Instructions to follow:
The listing is to be reproduced exactly, excluding its pictures.

Records for the exercise:
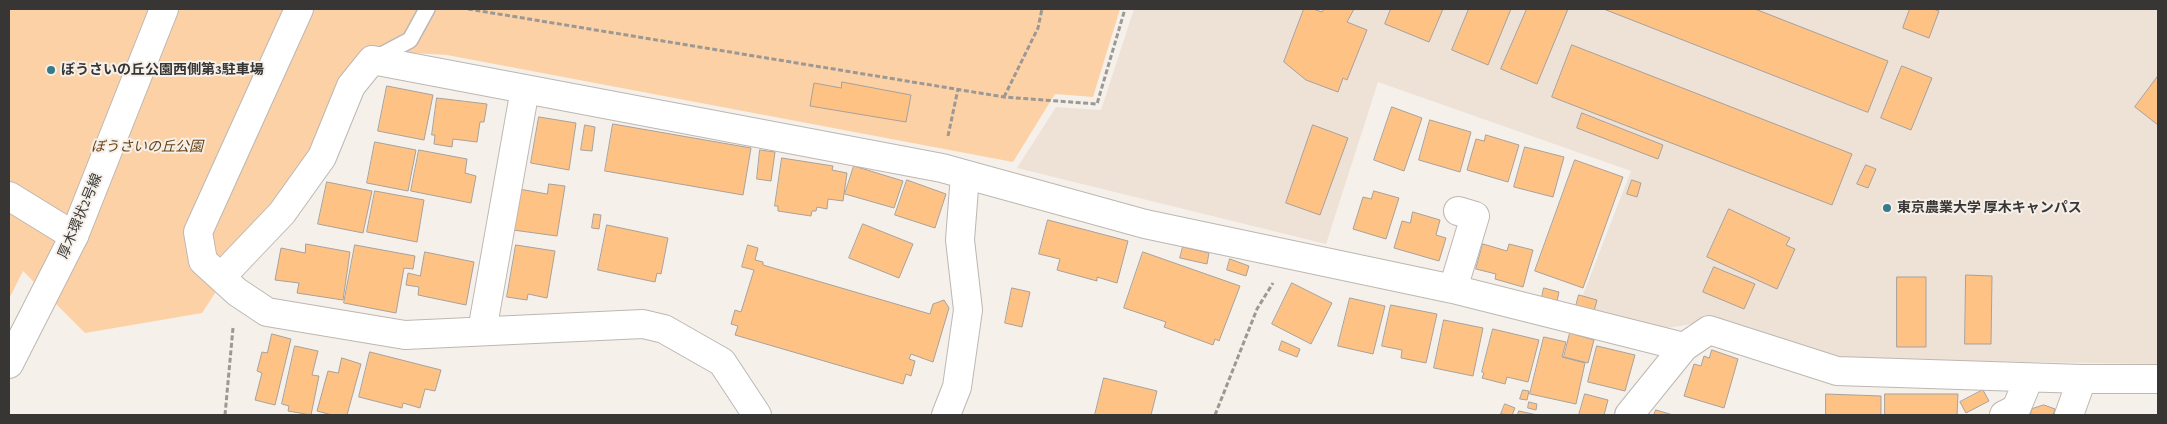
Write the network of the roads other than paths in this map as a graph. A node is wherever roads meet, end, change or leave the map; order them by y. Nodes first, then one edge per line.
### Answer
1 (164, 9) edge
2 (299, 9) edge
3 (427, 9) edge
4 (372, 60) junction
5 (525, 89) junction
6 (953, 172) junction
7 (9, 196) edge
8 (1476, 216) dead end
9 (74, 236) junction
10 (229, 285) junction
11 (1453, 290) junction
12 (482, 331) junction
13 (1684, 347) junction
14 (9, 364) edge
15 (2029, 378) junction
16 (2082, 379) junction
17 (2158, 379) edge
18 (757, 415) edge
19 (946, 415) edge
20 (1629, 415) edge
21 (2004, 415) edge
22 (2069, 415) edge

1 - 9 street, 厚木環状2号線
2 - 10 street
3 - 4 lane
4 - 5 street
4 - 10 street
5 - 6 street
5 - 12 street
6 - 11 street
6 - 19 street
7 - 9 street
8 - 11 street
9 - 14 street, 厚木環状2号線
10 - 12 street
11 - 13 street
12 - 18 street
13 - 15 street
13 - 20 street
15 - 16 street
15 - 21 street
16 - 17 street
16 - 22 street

Answer section:
Write the network of the roads other than paths in this map as a graph. A node is wherever roads meet, end, change or leave the map; order them by y. Nodes first, then one edge per line.
### Answer
1 (164, 9) edge
2 (299, 9) edge
3 (427, 9) edge
4 (372, 60) junction
5 (525, 89) junction
6 (953, 172) junction
7 (9, 196) edge
8 (1476, 216) dead end
9 (74, 236) junction
10 (229, 285) junction
11 (1453, 290) junction
12 (482, 331) junction
13 (1684, 347) junction
14 (9, 364) edge
15 (2029, 378) junction
16 (2082, 379) junction
17 (2158, 379) edge
18 (757, 415) edge
19 (946, 415) edge
20 (1629, 415) edge
21 (2004, 415) edge
22 (2069, 415) edge

1 - 9 street, 厚木環状2号線
2 - 10 street
3 - 4 lane
4 - 5 street
4 - 10 street
5 - 6 street
5 - 12 street
6 - 11 street
6 - 19 street
7 - 9 street
8 - 11 street
9 - 14 street, 厚木環状2号線
10 - 12 street
11 - 13 street
12 - 18 street
13 - 15 street
13 - 20 street
15 - 16 street
15 - 21 street
16 - 17 street
16 - 22 street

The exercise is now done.